Decoupling releases from deployment
Feature management system requirements, Part 2
Motivation & Example
If you are a single person working on a project, you might not have this requirement. But if there are multiple people, especially multiple teams, working on the same project, you might run into deployment synchronization issues.
Imagine four teams working on a project. There is a mobile team, web team, backend team, and data science team. Or, if cross-functional teams are what you do, four cross-functional teams take care of a subset of features or areas of a product. At some point, the teams will need to decide if they are OK to deploy their code to production or not.
If they are completely isolated, meaning they are editing their codebases and are never affected by the changes of the other teams, there are no deployment synchronization issues. But that is not a usual use case.
The four teams want to release their code changes at the end of each sprint, with each sprint being two weeks long. The probability that a single team being able to deploy all the code changes to production at the end of the sprint might be, let’s say, about 60%.
That means that each team is OK to deploy the changed code to the production 6times out of 10 sprints.
To calculate the probability of success for all four teams, we need to multiply the probability of each team. That calculation would be 60%*60%*60%*60% which equals 12%. That is giving us a small chance for a successful deployment, aka release.
Have a look at this table that shows the probability of successful production deployment, when the probability of each team being OK to deploy the code to production is 90%, 60%, or 40% per team.

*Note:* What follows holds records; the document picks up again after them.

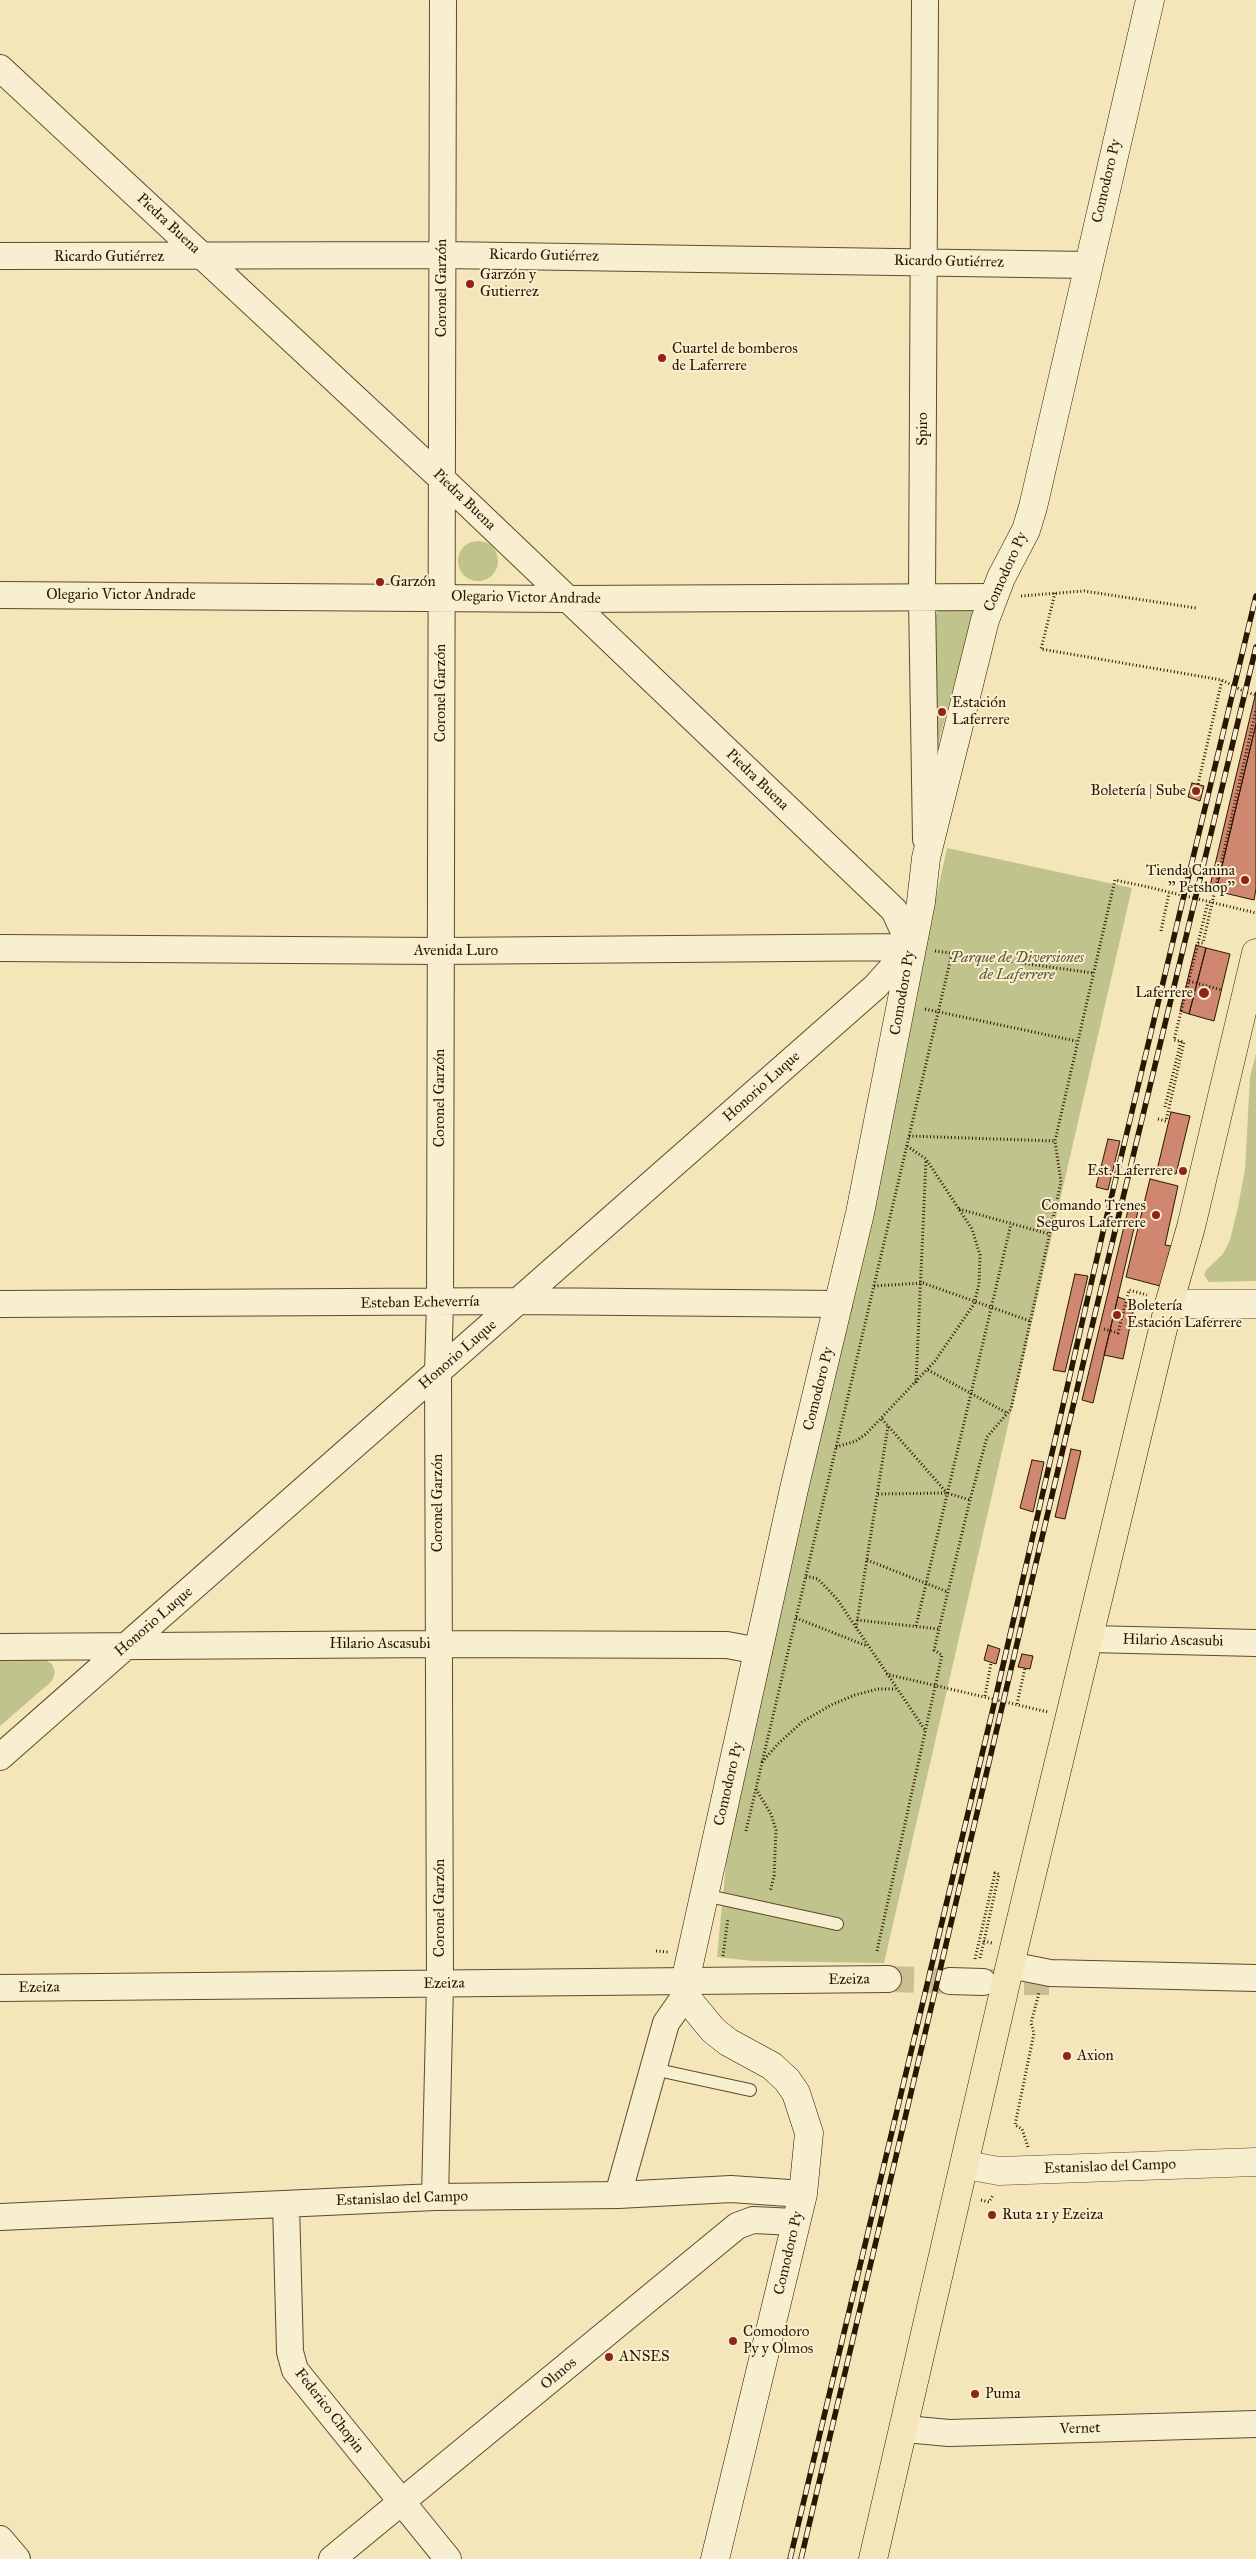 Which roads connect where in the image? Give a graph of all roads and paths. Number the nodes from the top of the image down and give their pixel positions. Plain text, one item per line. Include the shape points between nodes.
1 (444, 0) edge
2 (925, 0) edge
3 (1150, 0) edge
4 (0, 68) edge
5 (443, 255) junction
6 (0, 256) edge
7 (204, 257) junction
8 (924, 261) junction
9 (1088, 265) junction
10 (442, 479) junction
11 (1055, 593) junction
12 (0, 595) edge
13 (441, 597) junction
14 (993, 597) junction
15 (566, 599) junction
16 (922, 599) junction
17 (1196, 608) dead end
18 (1222, 680) junction
19 (1256, 695) edge
20 (1256, 710) edge
21 (1198, 784) dead end
22 (926, 858) junction
23 (1169, 893) junction
24 (1208, 902) junction
25 (1256, 913) edge
26 (1161, 931) dead end
27 (1198, 943) junction
28 (911, 947) junction
29 (0, 948) edge
30 (440, 952) junction
31 (1256, 952) edge
32 (952, 953) junction
33 (1093, 973) junction
34 (1189, 981) junction
35 (1246, 996) junction
36 (902, 1004) junction
37 (938, 1012) junction
38 (1076, 1041) junction
39 (1181, 1041) junction
40 (1165, 1107) dead end
41 (1158, 1119) dead end
42 (910, 1136) junction
43 (1055, 1141) junction
44 (907, 1146) junction
45 (926, 1159) junction
46 (959, 1209) junction
47 (1011, 1224) junction
48 (1049, 1234) junction
49 (920, 1283) junction
50 (874, 1286) junction
51 (975, 1300) junction
52 (520, 1301) junction
53 (440, 1303) junction
54 (1169, 1303) junction
55 (0, 1304) edge
56 (839, 1304) junction
57 (1256, 1304) edge
58 (991, 1306) junction
59 (1030, 1321) junction
60 (1104, 1329) dead end
61 (928, 1370) junction
62 (438, 1372) junction
63 (916, 1383) junction
64 (971, 1393) junction
65 (1007, 1413) junction
66 (882, 1419) junction
67 (888, 1426) junction
68 (836, 1448) junction
69 (947, 1493) junction
70 (878, 1494) junction
71 (970, 1500) junction
72 (868, 1560) junction
73 (806, 1576) junction
74 (926, 1584) junction
75 (948, 1592) junction
76 (796, 1618) junction
77 (857, 1620) junction
78 (916, 1626) junction
79 (856, 1628) junction
80 (939, 1628) junction
81 (1090, 1639) junction
82 (1256, 1643) edge
83 (439, 1644) junction
84 (128, 1645) junction
85 (867, 1646) junction
86 (0, 1647) edge
87 (759, 1651) junction
88 (992, 1663) dead end
89 (1025, 1668) dead end
90 (886, 1674) junction
91 (936, 1685) junction
92 (897, 1689) junction
93 (985, 1696) junction
94 (1017, 1705) junction
95 (1070, 1717) junction
96 (926, 1730) junction
97 (0, 1757) edge
98 (762, 1763) junction
99 (756, 1788) junction
100 (745, 1835) dead end
101 (717, 1898) junction
102 (766, 1909) junction
103 (837, 1924) dead end
104 (984, 1942) dead end
105 (877, 1951) dead end
106 (723, 1960) dead end
107 (1010, 1965) junction
108 (982, 1970) joint
109 (1256, 1978) edge
110 (888, 1980) tunnel mouth
111 (950, 1981) tunnel mouth
112 (1049, 1982) tunnel mouth
113 (440, 1984) junction
114 (0, 1988) edge
115 (1256, 1988) edge
116 (685, 1989) junction
117 (653, 2069) junction
118 (750, 2090) dead end
119 (1256, 2162) edge
120 (965, 2165) junction
121 (803, 2194) junction
122 (618, 2195) junction
123 (435, 2197) junction
124 (286, 2204) junction
125 (0, 2217) edge
126 (796, 2222) junction
127 (1256, 2424) edge
128 (905, 2429) junction
129 (402, 2503) junction
130 (0, 2539) edge
131 (17, 2559) edge
132 (332, 2559) edge
133 (448, 2559) edge
134 (714, 2559) edge
135 (873, 2559) edge

1 - 5 street, Coronel Garzón
2 - 8 street, Spiro
3 - 9 main road, Comodoro Py
4 - 7 street, Piedra Buena
5 - 7 street, Ricardo Gutiérrez
5 - 8 street, Ricardo Gutiérrez
5 - 10 street, Coronel Garzón
6 - 7 street, Ricardo Gutiérrez
7 - 10 street, Piedra Buena
8 - 9 street, Ricardo Gutiérrez
8 - 16 street, Spiro
9 - 14 main road, Comodoro Py via 1033,507 1026,530
10 - 13 street, Coronel Garzón
10 - 15 street, Piedra Buena
11 - 14 path
11 - 17 path via 1084,591
11 - 18 path via 1041,649
12 - 13 street, Olegario Victor Andrade
13 - 15 street, Olegario Victor Andrade
13 - 30 street, Coronel Garzón
14 - 16 street, Olegario Victor Andrade
14 - 22 main road, Comodoro Py
15 - 16 street, Olegario Victor Andrade
15 - 28 street, Piedra Buena via 894,910
16 - 22 street, Spiro
18 - 19 path
18 - 21 path
20 - 27 path via 1203,943
22 - 28 main road, Comodoro Py
23 - 24 path, bridge
23 - 26 path
23 - 33 path, bridge via 1115,880
24 - 25 path, bridge
24 - 27 path
27 - 34 path
28 - 30 street, Avenida Luro
28 - 32 path
28 - 36 main road, Comodoro Py
28 - 52 street, Honorio Luque via 875,986
29 - 30 street, Avenida Luro
30 - 53 street, Coronel Garzón
31 - 35 main road
32 - 33 path
32 - 37 path
33 - 38 path
34 - 35 path
34 - 39 path via 1174,1040
35 - 54 main road
36 - 37 path
36 - 56 main road, Comodoro Py
37 - 38 path
37 - 42 path
38 - 43 path
39 - 40 path
39 - 41 path via 1184,1042 1166,1121
42 - 43 path
42 - 44 path
43 - 48 path via 1061,1182
44 - 45 path
44 - 50 path
45 - 46 path
45 - 49 path
46 - 47 path
46 - 51 path via 972,1229 980,1254
47 - 48 path
47 - 58 path
48 - 59 path
49 - 50 path
49 - 51 path
49 - 63 path
50 - 68 path
51 - 58 path
51 - 61 path via 961,1326
52 - 53 street, Esteban Echeverría
52 - 56 street, Esteban Echeverría
52 - 62 street, Honorio Luque
53 - 55 street, Esteban Echeverría
53 - 62 street, Coronel Garzón
54 - 57 main road
54 - 60 path via 1129,1290 1118,1333
54 - 81 main road
56 - 87 main road, Comodoro Py
58 - 59 path
58 - 64 path
59 - 65 path via 1011,1409
61 - 63 path
61 - 64 path
62 - 83 street, Coronel Garzón
62 - 84 street, Honorio Luque
63 - 66 path
64 - 65 path
64 - 69 path
65 - 71 path via 987,1437
66 - 67 path
66 - 68 path via 856,1441
67 - 69 path
67 - 70 path
68 - 73 path
69 - 70 path
69 - 71 path
69 - 74 path
70 - 72 path
71 - 75 path
72 - 74 path
72 - 77 path
73 - 76 path
73 - 79 path via 818,1579 826,1586
74 - 75 path
74 - 78 path
75 - 80 path
76 - 85 path
76 - 98 path
77 - 78 path
77 - 79 path
78 - 80 path
79 - 85 path
80 - 91 path via 934,1650 942,1655
81 - 82 street, Hilario Ascasubi
81 - 95 main road
83 - 84 street, Hilario Ascasubi
83 - 87 street, Hilario Ascasubi via 727,1645
83 - 113 street, Coronel Garzón
84 - 86 street, Hilario Ascasubi
84 - 97 street, Honorio Luque
85 - 90 path
87 - 101 main road, Comodoro Py
88 - 93 path
89 - 94 path
90 - 91 path
90 - 92 path
91 - 93 path
91 - 96 path
92 - 96 path
92 - 98 path via 878,1689 832,1705 802,1722
93 - 94 path
94 - 95 path
95 - 107 main road
96 - 105 path
98 - 99 path
99 - 100 path
99 - 102 path via 776,1830 774,1876
101 - 102 lane
101 - 106 path
101 - 116 main road, Comodoro Py
102 - 103 lane
104 - 108 path
107 - 109 street via 1050,1973
107 - 120 main road
108 - 111 street
110 - 116 street, Ezeiza
112 - 115 street
113 - 114 street, Ezeiza
113 - 116 street, Ezeiza
113 - 123 street, Coronel Garzón
116 - 117 street, Comodoro Py via 666,2023
116 - 121 main road, Comodoro Py via 713,2030 772,2066 796,2093 809,2132
117 - 118 lane
117 - 122 street, Comodoro Py
119 - 120 main road, Estanislao del Campo via 999,2170
120 - 128 main road
121 - 122 street, Estanislao del Campo via 731,2189
121 - 126 main road, Comodoro Py
122 - 123 street, Estanislao del Campo
123 - 124 street, Estanislao del Campo
124 - 125 street, Estanislao del Campo
124 - 129 street, Federico Chopin via 290,2352 295,2370
126 - 129 street, Olmos via 753,2220 737,2226
126 - 134 main road, Comodoro Py
127 - 128 street, Vernet via 949,2433
128 - 135 main road
129 - 132 street, Olmos
129 - 133 street, Federico Chopin
130 - 131 street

It is very improbable that there will be a moment when all the teams will be ready to deploy their changes to production on the same day. If a single team is not ready, all the other teams have to wait for them. That causes delays, time pressure, and stress. Once they are under time pressure they start making code and judgmental mistakes. The probability of deploying code with errors into production is increased.
Consequences of unhealthy time pressure and stress
Having the teams under pressure will cause spikes in bug appearance. Forcing all the teams to release the features on the same day, by deploying the code changes on the same day, is leading us to a more unstable and low-quality product.

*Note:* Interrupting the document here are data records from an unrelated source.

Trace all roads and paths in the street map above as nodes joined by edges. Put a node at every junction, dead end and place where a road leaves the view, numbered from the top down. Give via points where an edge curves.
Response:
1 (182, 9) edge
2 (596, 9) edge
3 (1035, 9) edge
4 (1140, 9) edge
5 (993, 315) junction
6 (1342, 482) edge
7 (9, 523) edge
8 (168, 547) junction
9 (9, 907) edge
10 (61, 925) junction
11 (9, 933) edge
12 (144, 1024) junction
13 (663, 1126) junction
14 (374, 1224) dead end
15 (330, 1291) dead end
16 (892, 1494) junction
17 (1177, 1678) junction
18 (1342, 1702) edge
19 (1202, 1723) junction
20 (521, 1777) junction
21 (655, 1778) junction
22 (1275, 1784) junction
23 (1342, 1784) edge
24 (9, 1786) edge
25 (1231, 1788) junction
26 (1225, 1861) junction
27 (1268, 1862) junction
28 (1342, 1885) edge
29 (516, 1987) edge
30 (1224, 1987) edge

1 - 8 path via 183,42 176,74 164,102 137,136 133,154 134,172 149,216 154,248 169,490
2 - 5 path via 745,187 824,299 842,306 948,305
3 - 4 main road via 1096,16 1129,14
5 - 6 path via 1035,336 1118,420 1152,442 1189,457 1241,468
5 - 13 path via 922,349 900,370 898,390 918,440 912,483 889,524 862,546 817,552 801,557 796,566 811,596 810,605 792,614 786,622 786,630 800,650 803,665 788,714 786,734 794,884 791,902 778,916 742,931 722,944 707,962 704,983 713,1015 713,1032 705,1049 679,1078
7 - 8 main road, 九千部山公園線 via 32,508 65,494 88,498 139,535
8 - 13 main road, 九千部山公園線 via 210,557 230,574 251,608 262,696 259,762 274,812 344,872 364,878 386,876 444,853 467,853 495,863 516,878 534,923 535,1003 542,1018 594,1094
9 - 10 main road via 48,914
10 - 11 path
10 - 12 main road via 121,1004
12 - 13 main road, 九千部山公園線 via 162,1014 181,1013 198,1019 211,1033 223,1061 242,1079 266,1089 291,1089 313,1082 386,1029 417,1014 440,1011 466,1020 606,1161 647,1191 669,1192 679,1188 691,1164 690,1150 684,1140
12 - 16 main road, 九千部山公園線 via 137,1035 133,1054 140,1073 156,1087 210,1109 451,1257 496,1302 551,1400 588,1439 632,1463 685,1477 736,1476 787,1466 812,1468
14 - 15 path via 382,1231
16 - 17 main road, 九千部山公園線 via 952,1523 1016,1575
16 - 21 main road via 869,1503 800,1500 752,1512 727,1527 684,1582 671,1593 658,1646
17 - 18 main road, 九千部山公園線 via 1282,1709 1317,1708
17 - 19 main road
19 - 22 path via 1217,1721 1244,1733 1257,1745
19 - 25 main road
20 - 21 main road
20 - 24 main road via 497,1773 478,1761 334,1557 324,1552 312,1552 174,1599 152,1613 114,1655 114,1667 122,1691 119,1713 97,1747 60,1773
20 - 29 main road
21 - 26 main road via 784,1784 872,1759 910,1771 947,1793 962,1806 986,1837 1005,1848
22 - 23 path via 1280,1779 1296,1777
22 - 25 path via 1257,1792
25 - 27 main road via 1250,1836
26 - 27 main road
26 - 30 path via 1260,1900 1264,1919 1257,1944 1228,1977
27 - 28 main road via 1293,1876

The chart above suggests a solution. Do not deploy the code changes done by all the teams at the same time. Do it when the team feels like it is ready to be released.
Deploying changes at the right time
The solution to release whenever the team feels like is to use the feature flags. We can wrap the features and the breaking changes into a feature flag and release it whenever we feel like we are ready.

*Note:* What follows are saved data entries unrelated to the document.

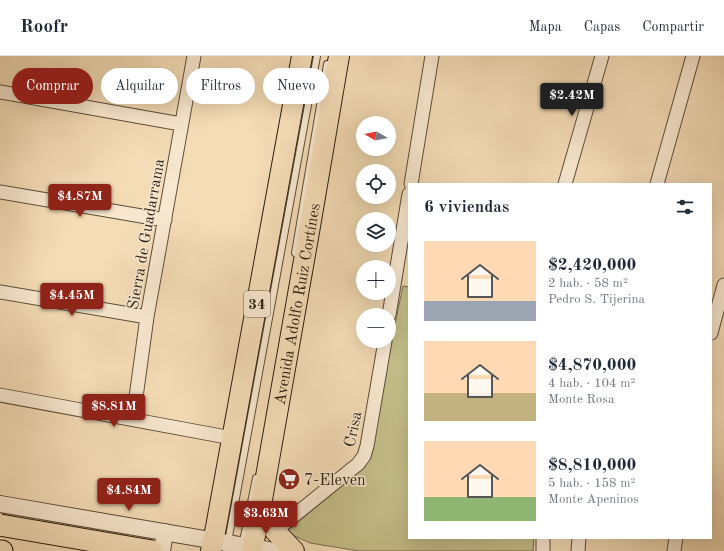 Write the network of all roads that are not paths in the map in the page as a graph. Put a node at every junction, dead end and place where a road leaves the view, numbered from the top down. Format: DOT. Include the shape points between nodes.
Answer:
graph roads {
  1 [pos="194,56"];
  2 [pos="302,56"];
  3 [pos="317,56"];
  4 [pos="329,56"];
  5 [pos="339,56"];
  6 [pos="432,56"];
  7 [pos="602,56"];
  8 [pos="693,56"];
  9 [pos="0,92"];
  10 [pos="181,124"];
  11 [pos="411,183"];
  12 [pos="565,183"];
  13 [pos="657,183"];
  14 [pos="0,192"];
  15 [pos="408,200"];
  16 [pos="165,220"];
  17 [pos="294,259"];
  18 [pos="724,285"];
  19 [pos="0,292"];
  20 [pos="390,308"];
  21 [pos="720,315"];
  22 [pos="147,317"];
  23 [pos="712,331"];
  24 [pos="383,348"];
  25 [pos="0,395"];
  26 [pos="133,419"];
  27 [pos="232,438"];
  28 [pos="258,469"];
  29 [pos="0,504"];
  30 [pos="261,505"];
  31 [pos="114,524"];
  32 [pos="0,525"];
  33 [pos="275,531"];
  34 [pos="165,532"];
  35 [pos="543,539"];
  36 [pos="578,539"];
  37 [pos="676,539"];
  38 [pos="233,547"];
  39 [pos="109,551"];
  40 [pos="152,551"];
  41 [pos="162,551"];
  42 [pos="274,551"];
  43 [pos="294,551"];
  44 [pos="543,551"];
  45 [pos="578,551"];
  46 [pos="674,551"];
  1 -- 10 [label="street, Sierra de Guadarrama"];
  2 -- 27 [label="main road, 34"];
  3 -- 38 [label="lane"];
  4 -- 17 [label="lane"];
  5 -- 30 [label="main road, Avenida Adolfo Ruiz Cortínes"];
  6 -- 11 [label="street"];
  7 -- 12 [label="street"];
  8 -- 13 [label="street"];
  9 -- 10 [label="street"];
  10 -- 16 [label="street, Sierra de Guadarrama"];
  14 -- 16 [label="street"];
  15 -- 20 [label="street"];
  16 -- 22 [label="street, Sierra de Guadarrama"];
  18 -- 21 [label="street"];
  19 -- 22 [label="street"];
  21 -- 23 [label="street"];
  22 -- 26 [label="street, Sierra de Guadarrama"];
  24 -- 33 [label="street, Crisa" via="364,456 358,464"];
  25 -- 26 [label="street"];
  26 -- 27 [label="street"];
  27 -- 38 [label="main road, 34" via="216,527"];
  28 -- 38 [label="lane"];
  29 -- 31 [label="street"];
  30 -- 33 [label="main road"];
  30 -- 38 [label="main road, Avenida Adolfo Ruiz Cortínes"];
  31 -- 34 [label="street"];
  31 -- 39 [label="street"];
  32 -- 40 [label="highway, bridge"];
  33 -- 43 [label="main road"];
  34 -- 38 [label="street"];
  34 -- 41 [label="street"];
  35 -- 44 [label="street"];
  36 -- 45 [label="street"];
  37 -- 46 [label="street"];
  38 -- 42 [label="street"];
}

Postponing the rollout (or release) of a feature from the actual deployment of code makes a few things possible:
- nobody needs to wait for anyone, no team is blocked by other teams, which makes it possible to deploy code at any time and feel safe about it
- the changed and the not ready to be used by end-users code can go all the way to production, it is hidden, and there is no harm in deploying it
- we can release a feature only to a few users, like the product team, beta users, or another set of users defined by any kind of criteria
Will it make the code too complex?
The first piece of advice if you have this worry, and I had it too, is: “Go and try it out first, it is not as crazy as it sounds. There might be some worries and questions for a few weeks or months, but everyone will find it is not that difficult and once they get used to it, they will never want to go back.”
Also, there are two types of feature flags: permanent and temporary. Every feature flag that is not supposed to exist permanently should be marked as a temporary feature flag. Then, we need to periodically review all the temporary feature flags. The temporary feature flags need to be cleaned up once they are not needed. We know when a feature flag is not needed when it returns the same value for a long period.
The following image shows that a temporary feature flag was evaluated and it returned a false value for the past 2 months. This feature flag is a great candidate for removal.